I am considering doing research in mathematics to be my career (and my life) someday.
I'm a visually oriented person in general , for example i prefer chess over cards because when i play chess i do all my thinking by looking at the board and analyzing it but when i play cards i have to remember things and calculate things because the details are not visible or visual, that's why i was doing very well with traditional plane geometry problems at school.
I was good at problems that can be visually explained or visually modeled . like proving the equality of two line segments or two angles just by looking at the figure . it has always been more interesting for me than Algebra where i had to write down terms and rearrange them to reach the solution .
now i am wondering if there is a branch in modern advanced mathematics that works the same way to be my research interest.
i am looking for kind of problems that i can call "visual puzzles" . problems that can be solved by looking at them
Is there such a field in modern mathematics that i can do research in ?

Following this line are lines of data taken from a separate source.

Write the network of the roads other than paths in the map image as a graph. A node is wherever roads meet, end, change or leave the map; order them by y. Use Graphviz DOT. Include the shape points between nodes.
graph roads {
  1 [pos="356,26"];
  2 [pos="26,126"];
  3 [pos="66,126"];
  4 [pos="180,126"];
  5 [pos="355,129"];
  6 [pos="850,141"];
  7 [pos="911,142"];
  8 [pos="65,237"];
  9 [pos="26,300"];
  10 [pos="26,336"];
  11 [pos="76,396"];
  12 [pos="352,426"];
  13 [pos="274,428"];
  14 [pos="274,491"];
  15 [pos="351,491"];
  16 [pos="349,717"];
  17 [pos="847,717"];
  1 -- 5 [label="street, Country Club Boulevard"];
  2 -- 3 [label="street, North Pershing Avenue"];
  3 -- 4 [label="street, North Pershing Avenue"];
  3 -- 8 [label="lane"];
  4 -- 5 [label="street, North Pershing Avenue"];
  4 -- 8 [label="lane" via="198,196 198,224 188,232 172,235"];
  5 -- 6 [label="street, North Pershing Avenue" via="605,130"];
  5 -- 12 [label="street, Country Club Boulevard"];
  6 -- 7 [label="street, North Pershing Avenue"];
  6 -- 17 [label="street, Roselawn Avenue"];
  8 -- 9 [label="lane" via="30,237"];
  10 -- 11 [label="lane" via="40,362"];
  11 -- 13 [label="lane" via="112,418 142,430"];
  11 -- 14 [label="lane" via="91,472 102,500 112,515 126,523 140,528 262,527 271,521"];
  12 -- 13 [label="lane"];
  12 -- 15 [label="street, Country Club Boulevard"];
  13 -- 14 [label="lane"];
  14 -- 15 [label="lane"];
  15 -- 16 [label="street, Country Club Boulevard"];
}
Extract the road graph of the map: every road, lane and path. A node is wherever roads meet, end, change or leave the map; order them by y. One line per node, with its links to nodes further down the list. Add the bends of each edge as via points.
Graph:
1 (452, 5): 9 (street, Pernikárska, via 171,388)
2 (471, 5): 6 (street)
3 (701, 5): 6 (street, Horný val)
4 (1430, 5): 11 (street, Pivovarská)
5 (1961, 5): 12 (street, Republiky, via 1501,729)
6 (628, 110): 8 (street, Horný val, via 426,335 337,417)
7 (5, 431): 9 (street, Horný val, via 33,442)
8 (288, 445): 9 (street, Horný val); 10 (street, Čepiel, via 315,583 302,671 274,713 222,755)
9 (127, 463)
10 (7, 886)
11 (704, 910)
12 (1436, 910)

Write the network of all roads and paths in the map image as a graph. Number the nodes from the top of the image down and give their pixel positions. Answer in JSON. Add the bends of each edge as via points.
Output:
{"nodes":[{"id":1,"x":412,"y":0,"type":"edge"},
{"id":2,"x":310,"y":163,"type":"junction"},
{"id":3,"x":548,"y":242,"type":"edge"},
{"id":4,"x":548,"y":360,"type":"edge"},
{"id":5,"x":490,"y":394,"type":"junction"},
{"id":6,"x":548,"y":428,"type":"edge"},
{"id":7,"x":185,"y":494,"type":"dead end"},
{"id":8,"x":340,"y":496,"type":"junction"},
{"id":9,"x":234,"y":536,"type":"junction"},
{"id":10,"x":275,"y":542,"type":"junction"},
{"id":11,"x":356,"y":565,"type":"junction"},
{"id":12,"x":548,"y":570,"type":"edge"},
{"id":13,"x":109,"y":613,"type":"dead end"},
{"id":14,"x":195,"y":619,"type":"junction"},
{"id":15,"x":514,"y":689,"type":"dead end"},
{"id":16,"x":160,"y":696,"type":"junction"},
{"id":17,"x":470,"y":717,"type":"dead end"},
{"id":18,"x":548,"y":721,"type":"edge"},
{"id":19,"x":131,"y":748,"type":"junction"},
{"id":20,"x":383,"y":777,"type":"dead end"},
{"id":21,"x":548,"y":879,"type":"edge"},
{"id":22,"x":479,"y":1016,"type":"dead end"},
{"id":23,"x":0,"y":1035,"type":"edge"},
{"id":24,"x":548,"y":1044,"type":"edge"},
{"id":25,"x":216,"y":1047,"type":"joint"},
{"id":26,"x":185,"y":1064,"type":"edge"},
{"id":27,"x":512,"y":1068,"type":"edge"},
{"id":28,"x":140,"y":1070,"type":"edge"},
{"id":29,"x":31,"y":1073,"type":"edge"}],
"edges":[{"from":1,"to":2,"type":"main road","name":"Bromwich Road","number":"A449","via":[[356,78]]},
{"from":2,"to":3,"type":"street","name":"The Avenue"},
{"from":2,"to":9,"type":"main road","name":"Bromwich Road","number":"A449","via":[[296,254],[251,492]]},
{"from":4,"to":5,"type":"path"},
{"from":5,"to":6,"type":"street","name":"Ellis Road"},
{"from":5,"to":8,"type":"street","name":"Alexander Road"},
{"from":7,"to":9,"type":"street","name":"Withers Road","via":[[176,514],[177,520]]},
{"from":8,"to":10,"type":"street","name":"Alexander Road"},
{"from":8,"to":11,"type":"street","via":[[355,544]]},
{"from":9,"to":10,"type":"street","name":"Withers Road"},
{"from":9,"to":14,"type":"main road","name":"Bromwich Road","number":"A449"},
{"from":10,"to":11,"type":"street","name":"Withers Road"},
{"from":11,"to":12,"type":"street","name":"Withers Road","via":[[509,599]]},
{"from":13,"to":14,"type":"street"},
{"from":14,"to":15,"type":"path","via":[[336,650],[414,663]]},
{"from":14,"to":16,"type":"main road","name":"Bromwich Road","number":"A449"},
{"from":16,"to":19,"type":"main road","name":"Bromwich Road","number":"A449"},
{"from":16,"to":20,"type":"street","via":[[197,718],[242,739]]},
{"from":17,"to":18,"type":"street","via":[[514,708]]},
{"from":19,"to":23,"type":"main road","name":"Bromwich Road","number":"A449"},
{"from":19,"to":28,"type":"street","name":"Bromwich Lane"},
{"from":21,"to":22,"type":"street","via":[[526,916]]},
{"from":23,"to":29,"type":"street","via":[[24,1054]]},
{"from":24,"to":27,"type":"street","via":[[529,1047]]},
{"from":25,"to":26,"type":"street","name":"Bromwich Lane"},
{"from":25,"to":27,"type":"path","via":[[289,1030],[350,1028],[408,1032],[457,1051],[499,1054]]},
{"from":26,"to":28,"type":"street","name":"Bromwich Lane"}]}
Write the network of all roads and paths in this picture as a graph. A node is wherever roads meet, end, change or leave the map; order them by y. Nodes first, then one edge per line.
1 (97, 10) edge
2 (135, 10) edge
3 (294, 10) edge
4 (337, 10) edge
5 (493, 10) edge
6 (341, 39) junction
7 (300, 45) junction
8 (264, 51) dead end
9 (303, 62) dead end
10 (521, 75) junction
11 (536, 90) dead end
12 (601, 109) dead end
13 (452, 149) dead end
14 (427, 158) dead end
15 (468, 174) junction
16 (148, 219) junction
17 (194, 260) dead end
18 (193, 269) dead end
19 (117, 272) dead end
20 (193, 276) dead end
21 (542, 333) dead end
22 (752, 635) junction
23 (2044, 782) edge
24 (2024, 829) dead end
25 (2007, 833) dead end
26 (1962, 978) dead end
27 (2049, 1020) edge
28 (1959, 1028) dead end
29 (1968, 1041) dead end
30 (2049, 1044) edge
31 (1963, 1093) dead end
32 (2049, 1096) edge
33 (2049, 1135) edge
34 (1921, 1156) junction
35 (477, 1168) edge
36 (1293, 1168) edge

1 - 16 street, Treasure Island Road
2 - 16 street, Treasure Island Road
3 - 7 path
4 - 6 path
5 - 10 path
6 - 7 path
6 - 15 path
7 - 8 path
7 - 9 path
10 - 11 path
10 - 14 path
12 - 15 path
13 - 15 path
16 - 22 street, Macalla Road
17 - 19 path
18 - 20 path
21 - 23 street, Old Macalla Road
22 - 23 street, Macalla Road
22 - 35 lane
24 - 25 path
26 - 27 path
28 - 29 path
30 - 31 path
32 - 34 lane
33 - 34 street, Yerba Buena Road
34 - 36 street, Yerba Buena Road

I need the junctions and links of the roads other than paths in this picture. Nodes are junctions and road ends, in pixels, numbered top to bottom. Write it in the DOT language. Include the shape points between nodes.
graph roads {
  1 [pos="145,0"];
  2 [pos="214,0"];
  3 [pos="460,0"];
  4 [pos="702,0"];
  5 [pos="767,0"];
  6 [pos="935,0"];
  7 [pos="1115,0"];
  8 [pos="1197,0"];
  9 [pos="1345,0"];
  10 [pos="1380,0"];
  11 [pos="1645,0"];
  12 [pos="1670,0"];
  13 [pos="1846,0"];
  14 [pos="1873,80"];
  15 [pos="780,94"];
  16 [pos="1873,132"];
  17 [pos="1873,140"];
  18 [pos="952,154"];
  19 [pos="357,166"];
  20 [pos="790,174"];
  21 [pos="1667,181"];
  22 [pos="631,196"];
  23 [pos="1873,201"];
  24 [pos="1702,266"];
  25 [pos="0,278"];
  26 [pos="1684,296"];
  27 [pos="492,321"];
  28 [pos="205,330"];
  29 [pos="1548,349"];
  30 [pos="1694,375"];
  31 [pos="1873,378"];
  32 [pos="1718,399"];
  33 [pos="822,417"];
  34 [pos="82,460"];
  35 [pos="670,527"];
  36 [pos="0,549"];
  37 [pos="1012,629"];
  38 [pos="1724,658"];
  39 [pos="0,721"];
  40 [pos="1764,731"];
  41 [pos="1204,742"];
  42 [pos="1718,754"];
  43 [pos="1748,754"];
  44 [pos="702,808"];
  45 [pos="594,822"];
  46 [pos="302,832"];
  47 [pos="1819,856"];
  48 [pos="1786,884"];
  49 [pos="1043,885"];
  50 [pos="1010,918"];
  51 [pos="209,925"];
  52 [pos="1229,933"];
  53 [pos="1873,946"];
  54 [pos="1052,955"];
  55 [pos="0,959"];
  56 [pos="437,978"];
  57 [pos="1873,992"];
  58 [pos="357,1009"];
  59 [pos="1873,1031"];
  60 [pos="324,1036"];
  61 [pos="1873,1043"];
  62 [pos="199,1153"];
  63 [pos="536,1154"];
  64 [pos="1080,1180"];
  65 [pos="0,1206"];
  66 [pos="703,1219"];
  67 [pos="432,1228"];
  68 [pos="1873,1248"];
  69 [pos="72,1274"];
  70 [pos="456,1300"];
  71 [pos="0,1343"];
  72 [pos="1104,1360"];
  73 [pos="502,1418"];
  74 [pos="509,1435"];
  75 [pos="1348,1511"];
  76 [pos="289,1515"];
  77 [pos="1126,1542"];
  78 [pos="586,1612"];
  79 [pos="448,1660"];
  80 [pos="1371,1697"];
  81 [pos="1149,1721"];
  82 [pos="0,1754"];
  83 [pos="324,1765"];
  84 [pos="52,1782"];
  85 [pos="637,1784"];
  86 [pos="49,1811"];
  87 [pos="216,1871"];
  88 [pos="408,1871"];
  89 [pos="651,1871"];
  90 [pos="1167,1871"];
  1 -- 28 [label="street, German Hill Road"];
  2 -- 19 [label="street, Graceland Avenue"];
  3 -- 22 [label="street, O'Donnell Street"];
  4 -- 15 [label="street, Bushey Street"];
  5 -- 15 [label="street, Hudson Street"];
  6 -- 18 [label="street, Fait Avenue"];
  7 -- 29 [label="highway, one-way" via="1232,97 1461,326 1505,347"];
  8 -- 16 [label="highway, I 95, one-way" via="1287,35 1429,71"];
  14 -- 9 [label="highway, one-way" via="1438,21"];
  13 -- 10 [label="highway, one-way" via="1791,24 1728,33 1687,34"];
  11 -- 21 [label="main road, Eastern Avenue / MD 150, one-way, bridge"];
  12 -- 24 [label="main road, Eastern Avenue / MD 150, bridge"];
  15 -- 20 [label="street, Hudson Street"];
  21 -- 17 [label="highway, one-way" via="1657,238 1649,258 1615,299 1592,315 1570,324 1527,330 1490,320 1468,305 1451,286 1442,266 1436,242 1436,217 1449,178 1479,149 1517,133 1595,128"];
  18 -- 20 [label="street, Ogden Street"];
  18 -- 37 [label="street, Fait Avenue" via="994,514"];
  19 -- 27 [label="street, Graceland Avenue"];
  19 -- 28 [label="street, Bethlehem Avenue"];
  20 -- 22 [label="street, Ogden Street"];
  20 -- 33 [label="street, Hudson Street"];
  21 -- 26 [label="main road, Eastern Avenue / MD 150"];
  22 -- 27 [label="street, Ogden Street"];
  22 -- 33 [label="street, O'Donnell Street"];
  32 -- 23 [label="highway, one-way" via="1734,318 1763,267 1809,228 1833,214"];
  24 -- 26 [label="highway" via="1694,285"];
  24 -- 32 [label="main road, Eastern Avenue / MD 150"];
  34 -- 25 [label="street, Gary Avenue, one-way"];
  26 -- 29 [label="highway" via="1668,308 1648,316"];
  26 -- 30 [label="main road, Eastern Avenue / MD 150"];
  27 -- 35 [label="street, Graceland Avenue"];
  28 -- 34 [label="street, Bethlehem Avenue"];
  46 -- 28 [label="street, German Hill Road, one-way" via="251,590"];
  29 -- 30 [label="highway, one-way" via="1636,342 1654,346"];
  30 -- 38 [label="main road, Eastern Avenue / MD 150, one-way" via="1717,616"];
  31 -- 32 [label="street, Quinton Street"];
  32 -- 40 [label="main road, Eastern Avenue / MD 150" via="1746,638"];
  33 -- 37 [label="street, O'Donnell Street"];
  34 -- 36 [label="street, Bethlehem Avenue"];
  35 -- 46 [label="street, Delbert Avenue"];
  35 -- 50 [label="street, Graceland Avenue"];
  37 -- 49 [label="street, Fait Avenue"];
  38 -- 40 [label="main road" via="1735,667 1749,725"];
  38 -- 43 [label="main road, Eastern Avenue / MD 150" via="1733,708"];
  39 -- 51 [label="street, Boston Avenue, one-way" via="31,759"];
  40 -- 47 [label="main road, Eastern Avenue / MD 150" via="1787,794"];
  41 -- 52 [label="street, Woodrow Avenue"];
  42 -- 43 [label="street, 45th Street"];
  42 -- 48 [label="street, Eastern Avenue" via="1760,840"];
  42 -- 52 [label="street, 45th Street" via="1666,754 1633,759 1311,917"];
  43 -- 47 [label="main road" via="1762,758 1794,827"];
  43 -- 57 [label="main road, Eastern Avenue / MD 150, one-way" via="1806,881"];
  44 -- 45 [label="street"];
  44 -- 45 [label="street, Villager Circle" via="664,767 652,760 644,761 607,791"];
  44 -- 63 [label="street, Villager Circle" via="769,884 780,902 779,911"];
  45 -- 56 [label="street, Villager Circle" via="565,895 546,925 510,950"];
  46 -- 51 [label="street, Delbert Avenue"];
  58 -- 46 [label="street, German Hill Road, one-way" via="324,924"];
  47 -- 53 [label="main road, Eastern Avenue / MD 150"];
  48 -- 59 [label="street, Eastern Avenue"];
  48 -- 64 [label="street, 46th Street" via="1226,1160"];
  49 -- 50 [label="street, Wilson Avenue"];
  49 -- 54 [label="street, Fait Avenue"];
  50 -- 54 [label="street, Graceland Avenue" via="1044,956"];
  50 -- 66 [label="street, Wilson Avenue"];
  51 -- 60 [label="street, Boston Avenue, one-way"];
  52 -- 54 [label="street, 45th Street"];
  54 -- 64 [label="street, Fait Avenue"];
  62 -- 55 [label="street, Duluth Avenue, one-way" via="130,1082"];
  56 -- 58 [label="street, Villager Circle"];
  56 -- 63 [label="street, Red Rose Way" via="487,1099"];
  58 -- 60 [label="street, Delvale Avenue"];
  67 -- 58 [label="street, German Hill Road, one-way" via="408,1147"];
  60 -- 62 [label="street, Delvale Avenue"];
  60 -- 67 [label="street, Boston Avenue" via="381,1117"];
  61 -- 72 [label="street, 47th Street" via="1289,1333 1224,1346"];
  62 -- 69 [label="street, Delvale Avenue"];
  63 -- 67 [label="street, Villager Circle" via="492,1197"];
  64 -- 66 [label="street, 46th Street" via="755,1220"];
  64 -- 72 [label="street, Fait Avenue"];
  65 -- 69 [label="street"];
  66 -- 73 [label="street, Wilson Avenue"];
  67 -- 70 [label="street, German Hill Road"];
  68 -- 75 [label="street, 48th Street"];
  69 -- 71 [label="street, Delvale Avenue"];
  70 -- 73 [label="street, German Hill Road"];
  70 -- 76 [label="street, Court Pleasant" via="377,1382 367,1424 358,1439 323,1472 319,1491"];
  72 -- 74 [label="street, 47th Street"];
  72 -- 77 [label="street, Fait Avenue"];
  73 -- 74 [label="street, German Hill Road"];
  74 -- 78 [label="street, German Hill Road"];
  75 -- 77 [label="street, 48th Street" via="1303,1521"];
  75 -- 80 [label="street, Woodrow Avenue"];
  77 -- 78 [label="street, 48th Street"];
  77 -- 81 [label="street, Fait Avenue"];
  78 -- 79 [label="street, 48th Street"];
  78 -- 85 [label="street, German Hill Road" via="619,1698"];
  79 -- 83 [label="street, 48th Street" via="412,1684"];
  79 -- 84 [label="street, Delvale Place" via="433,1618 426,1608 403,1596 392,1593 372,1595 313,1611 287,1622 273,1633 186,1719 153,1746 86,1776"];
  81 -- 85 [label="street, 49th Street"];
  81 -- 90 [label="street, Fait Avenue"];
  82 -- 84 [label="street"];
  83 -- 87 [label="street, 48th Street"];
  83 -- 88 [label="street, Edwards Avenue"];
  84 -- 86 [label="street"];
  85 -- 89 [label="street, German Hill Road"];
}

i realize the importance of algebra and mathematical logic . and i know that i must to use them , and i like to use them .
I am considering discrete geometry , but i am not sure if its problems are really visual
i have been looking for the advanced branches in geometry in the universities research pages . and i downloaded many research papers and books just to look at the advanced fields of geometry from inside and see how it "looks" like . i didn't understand anything for sure :-) i found topics like Non-euclidean geometry , differential geometry , topology , Riemann geometry ...etc
What really disappointed me is that i couldn't find a lot of figures !
I need your help to find the most interesting field for me